U.S. Semiconductor Manufacturing Tax Credits Need To Be Extended and Broadened
The "Creating Helpful Incentives to Produce Semiconductors" (CHIPS) Act has been a smashing success. Since it passed in August 2022, the legislation has helped stimulate $450 billion in U.S. semiconductor supply chain investments through more than 100 projects spread across 28 U.S. states, including 17 new fabs and eight new supply chain and advanced packaging facilities. As a result, analysts expect the United States will increase its global share of advanced logic (sub-10 nanometer (nm)) chip manufacturing to 28 percent of global capacity by 2032, up from virtually nil in 2022.
But while most focus on the $39 billion in financing for loans and grants, an even more important, yet comparatively unsung, element of the legislation was its inclusion of a 25 percent investment tax credit (ITC), which is due to expire on December 31, 2025. In the reconciliation legislation now before Congress, policymakers should extend the ITC, and extend its applicability to the semiconductor design sector.
Section 48D of the CHIPS Act provided a 25 percent tax credit for investments toward constructing advanced manufacturing facilities focused on semiconductor manufacturing or related equipment. The ITC was particularly attractive to semiconductor manufacturers for several reasons, beyond simply offsetting 25 percent of the cost of constructing new semiconductor production facilities. First, while companies could not be sure exactly what loan/grant package they might receive from the CHIPS Program Office—or indeed how long it might take to conclude those negotiations or to actually receive disbursements therefrom—they knew they’d be able to claim the 25 percent ITC as soon as they put a shovel in the ground.
Second, that 25 percent played a crucial role in ensuring the economics of U.S. semiconductor manufacturing can work, vitally important when the cost to build a leading-edge fab can reach $28 billion. Yet it costs at least 30 percent more to build and operate a U.S. semiconductor fab (over 10 years) than it does in Asian competitors such as Taiwan, South Korea, and Singapore (and 37 to 50 percent more than in China). And while certainly costs (such as labor, land, regulatory compliance, etc.) tend to be greater in the United States, as much as 40 to 70 percent of the aforementioned cost differential can be directly attributed to government incentives. Thus, the ITC (alongside the CHIPS Act’s loans/grants) have played a critical role in closing that cost gap and making the economics of semiconductor manufacturing in the United States viable.
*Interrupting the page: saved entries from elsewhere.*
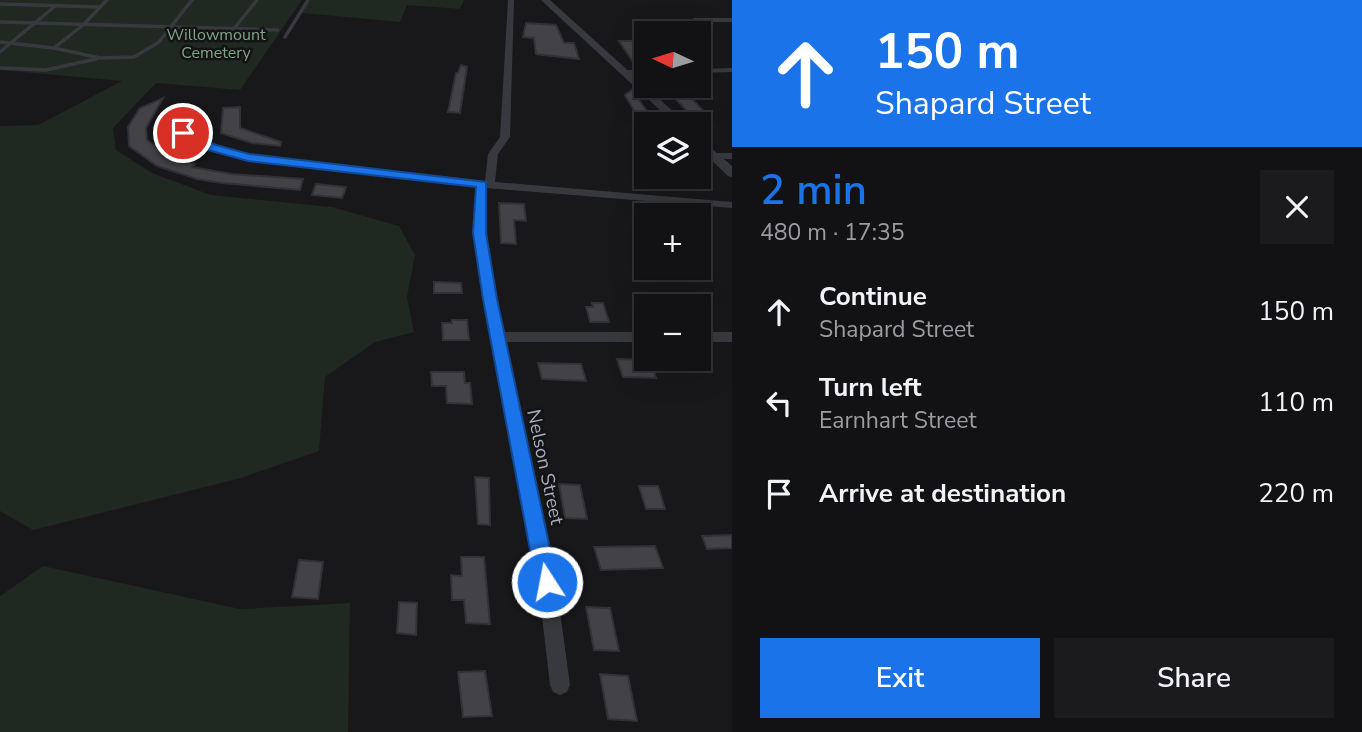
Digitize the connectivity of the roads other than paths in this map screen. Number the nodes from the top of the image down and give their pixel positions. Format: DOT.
graph roads {
  1 [pos="107,0"];
  2 [pos="191,0"];
  3 [pos="257,0"];
  4 [pos="307,0"];
  5 [pos="511,0"];
  6 [pos="545,0"];
  7 [pos="0,5"];
  8 [pos="12,5"];
  9 [pos="55,6"];
  10 [pos="99,7"];
  11 [pos="6,9"];
  12 [pos="696,20"];
  13 [pos="732,20"];
  14 [pos="0,22"];
  15 [pos="36,23"];
  16 [pos="83,25"];
  17 [pos="170,28"];
  18 [pos="233,30"];
  19 [pos="278,30"];
  20 [pos="285,37"];
  21 [pos="0,42"];
  22 [pos="12,43"];
  23 [pos="54,48"];
  24 [pos="0,52"];
  25 [pos="100,59"];
  26 [pos="0,68"];
  27 [pos="732,70"];
  28 [pos="711,71"];
  29 [pos="625,72"];
  30 [pos="634,72"];
  31 [pos="668,112"];
  32 [pos="190,114"];
  33 [pos="711,152"];
  34 [pos="715,156"];
  35 [pos="732,156"];
  36 [pos="732,173"];
  37 [pos="486,184"];
  38 [pos="732,205"];
  39 [pos="498,337"];
  40 [pos="634,337"];
  41 [pos="711,337"];
  42 [pos="732,337"];
  43 [pos="560,685"];
  1 -- 10 [label="lane"];
  2 -- 17 [label="lane"];
  3 -- 18 [label="lane"];
  4 -- 20 [label="lane"];
  5 -- 37 [label="street, Nelson Street"];
  6 -- 29 [label="street"];
  7 -- 8 [label="lane"];
  8 -- 9 [label="lane"];
  8 -- 11 [label="lane"];
  9 -- 10 [label="lane"];
  9 -- 15 [label="lane"];
  10 -- 16 [label="lane"];
  12 -- 13 [label="street"];
  14 -- 15 [label="lane"];
  15 -- 16 [label="lane"];
  15 -- 22 [label="lane"];
  16 -- 17 [label="lane"];
  16 -- 23 [label="lane"];
  17 -- 18 [label="lane"];
  17 -- 25 [label="lane"];
  18 -- 19 [label="lane"];
  21 -- 22 [label="lane"];
  22 -- 23 [label="lane"];
  22 -- 24 [label="lane"];
  23 -- 25 [label="lane"];
  25 -- 26 [label="lane"];
  27 -- 28 [label="street"];
  29 -- 30 [label="street"];
  29 -- 31 [label="street"];
  32 -- 37 [label="street"];
  33 -- 34 [label="street"];
  34 -- 35 [label="street"];
  34 -- 36 [label="street"];
  37 -- 38 [label="street"];
  37 -- 39 [label="street, Nelson Street"];
  39 -- 40 [label="street"];
  39 -- 43 [label="street, Nelson Street"];
  41 -- 42 [label="street"];
}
Overall, the CHIPS Act has played the foundational role in reversing America’s ignominious slide in its share of global semiconductor manufacturing, which had fallen from 37 percent in 1990 to 10 percent in 2022. Analysts project the United States will realize a 203 percent increase in its fab capacity in the decade from 2022 to 2032. In addition to the aforementioned increase in logic chip production, the United States is projected to increase its global share of leading-edge DRAM memory chip production to 10 percent by 2035. Projects announced after the CHIPS Act passed are expected to create and support over 500,000 American jobs: including 68,000 facility jobs in the semiconductor ecosystem, 122,000 construction jobs, and over 320,000 additional jobs (through indirect and induced effects).
In short, the advanced manufacturing investment credit has been a key part of the CHIPS Act’s success. With it due to expire at the conclusion of this year, Congress should extend it at least through the end of this decade, as proposed in the bipartisan Building Advanced Semiconductors Investment Credit (BASIC) Act co-sponsored by Representatives Claudia Tenney (R-NY) and John Mannion (D-NY). That legislation would go even further by increasing the credit from 25 to 35 percent.
Just as the cost of constructing a semiconductor fab continues to increase, so does the cost of designing leading-edge chips themselves. In fact, the design costs for a complex 5 nm-class system on a chip (SoC) were an estimated 80 percent higher than design costs of a 7 nm-class SoC, and totaled over $540 million. The cost to design a chip increased 18-fold from the 65 nm chip generation to the 5 nm generation. And now analysts estimate the costs to design the newest, leading-edge 2 nm chips have reached upwards of $725 million. In total, the U.S. private sector will likely invest $400 to $500 billion over the next 10 years in semiconductor design-related activities, including research and development (R&D) and workforce development.
As such, U.S. leadership in semiconductor design—in everything from artificial intelligence to communications to digital and analog chips—could greatly benefit from a similar tax credit. For this reason, Congress should pass the Semiconductor Technology Advancement and Research (STAR) Act, which would provide a 25 percent tax credit for semiconductor design R&D expenditures.
The reconciliation bill currently moving through Congress provides an opportunity for policymakers to revise the tax code to stimulate greater levels of private sector investment in the United States, such as by restoring full first-year expensing for companies’ R&D costs. In this process, policymakers should extend and expand the investment tax credits that have been so vital in restoring U.S. semiconductor leadership.